Image Detection means it can only recognize some 2D pictures but can not recognize 3D object right? And will apple open its access to object detection in the near future. I truly agree with your points that about the limitations without these algorithms.

You have to realize how computer vision models are trained. There are different approaches to "object recondition" over just identifying an image, but the most common approach doesn't actually involve feeding depth sensor/geometry data to the model. Instead it works something like this, let's say the object you want to identify is coffee mug, a deep learning framework like TensorFlow, Keras or PyTorch might train 2000 images of coffee mugs taken at different perspectives and then it's classifier will do a reasonable job at identifying a coffee mug 

In order to do this depth of Computer Vision you really need access to the live camera feed from the device, which neither Apple nor Meta give you. 
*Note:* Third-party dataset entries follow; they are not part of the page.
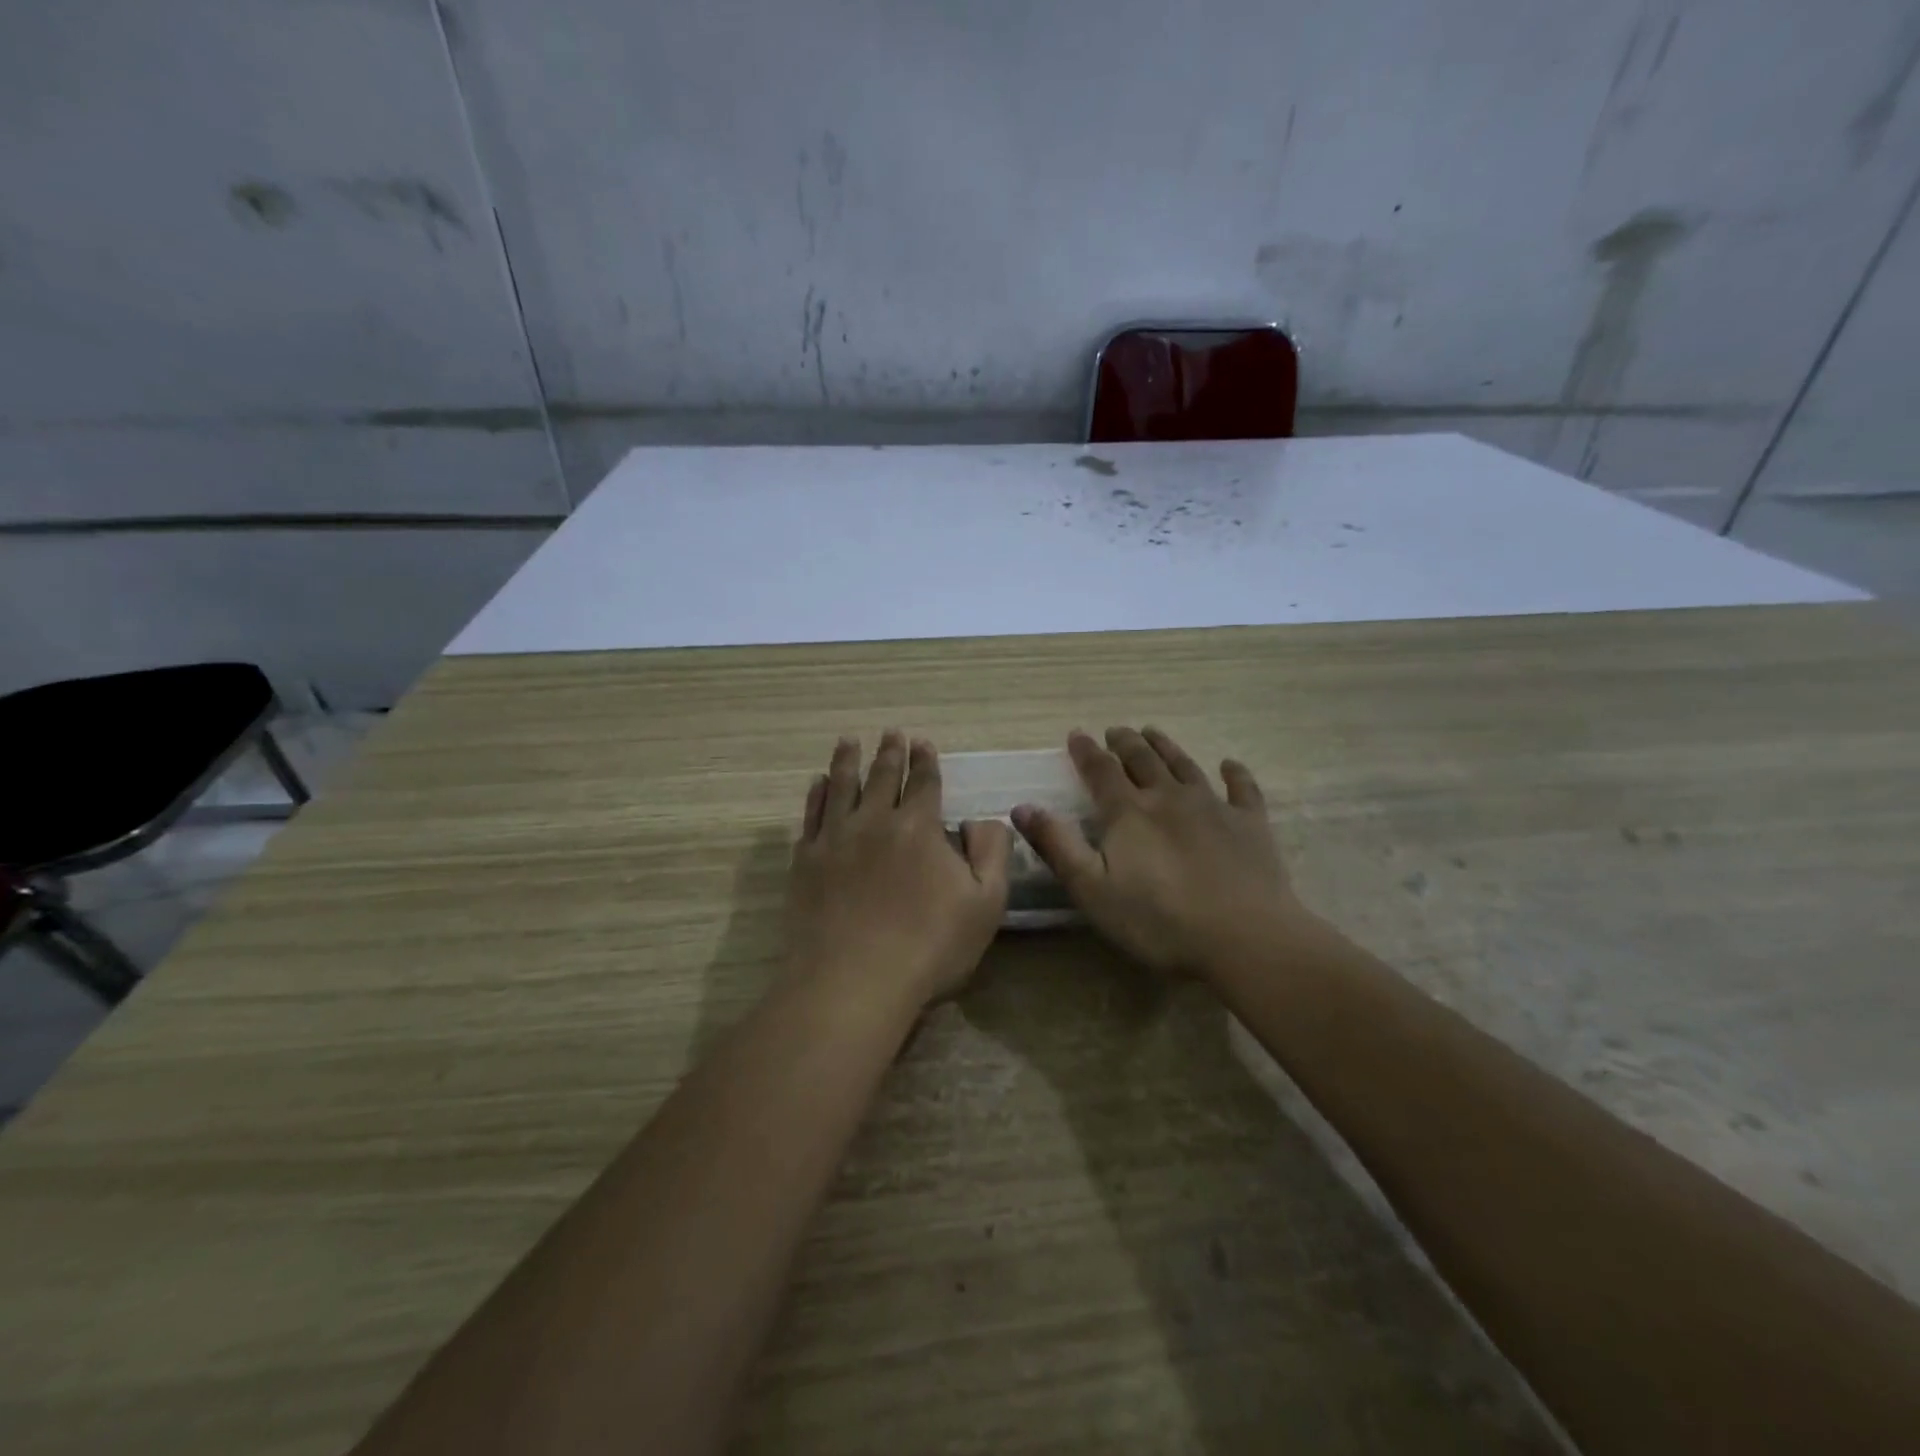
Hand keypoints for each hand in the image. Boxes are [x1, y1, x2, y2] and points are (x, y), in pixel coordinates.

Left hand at [786, 731, 1011, 1012]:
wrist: (853, 980)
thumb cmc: (929, 946)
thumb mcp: (985, 903)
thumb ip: (992, 853)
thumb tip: (985, 819)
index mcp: (919, 827)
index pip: (924, 782)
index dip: (926, 761)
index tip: (922, 742)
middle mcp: (875, 821)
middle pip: (882, 777)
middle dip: (890, 752)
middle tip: (891, 733)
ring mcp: (835, 838)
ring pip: (842, 786)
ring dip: (848, 760)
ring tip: (849, 741)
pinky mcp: (807, 861)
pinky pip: (811, 815)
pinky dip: (816, 794)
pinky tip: (818, 783)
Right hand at [1012, 727, 1304, 977]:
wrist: (1244, 937)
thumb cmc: (1158, 921)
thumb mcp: (1092, 890)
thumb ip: (1057, 846)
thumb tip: (1022, 806)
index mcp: (1129, 813)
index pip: (1101, 770)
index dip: (1086, 751)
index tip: (1077, 735)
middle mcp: (1168, 797)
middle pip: (1143, 760)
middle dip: (1125, 742)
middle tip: (1116, 730)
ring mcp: (1213, 807)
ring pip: (1185, 765)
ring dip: (1167, 747)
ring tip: (1153, 732)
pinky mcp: (1250, 824)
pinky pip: (1242, 789)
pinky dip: (1235, 774)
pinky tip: (1230, 765)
What Apple is offering is a simplified version of image recondition, which is still super useful for many AR scenarios. The developer has to supply all the images to be recognized in the assets folder and they become part of the build, it's really setup for developer to supply one image for each item to be recognized, then programatically you can make Swift augment augment (place 3D rendering) on some point relative to the X,Y offset of the top, left corner of the image.... actually a cartesian coordinate system might be used, I'm not sure, but you can easily render like a 3D model of text showing the price of baseball card or something. 

Meta doesn't even give us that and the sad thing is Meta has ahead of Apple on the AI front, this should be deeply integrated.  

monsterbai
Explorer

Thank you very much for your explanation! That's really helpful.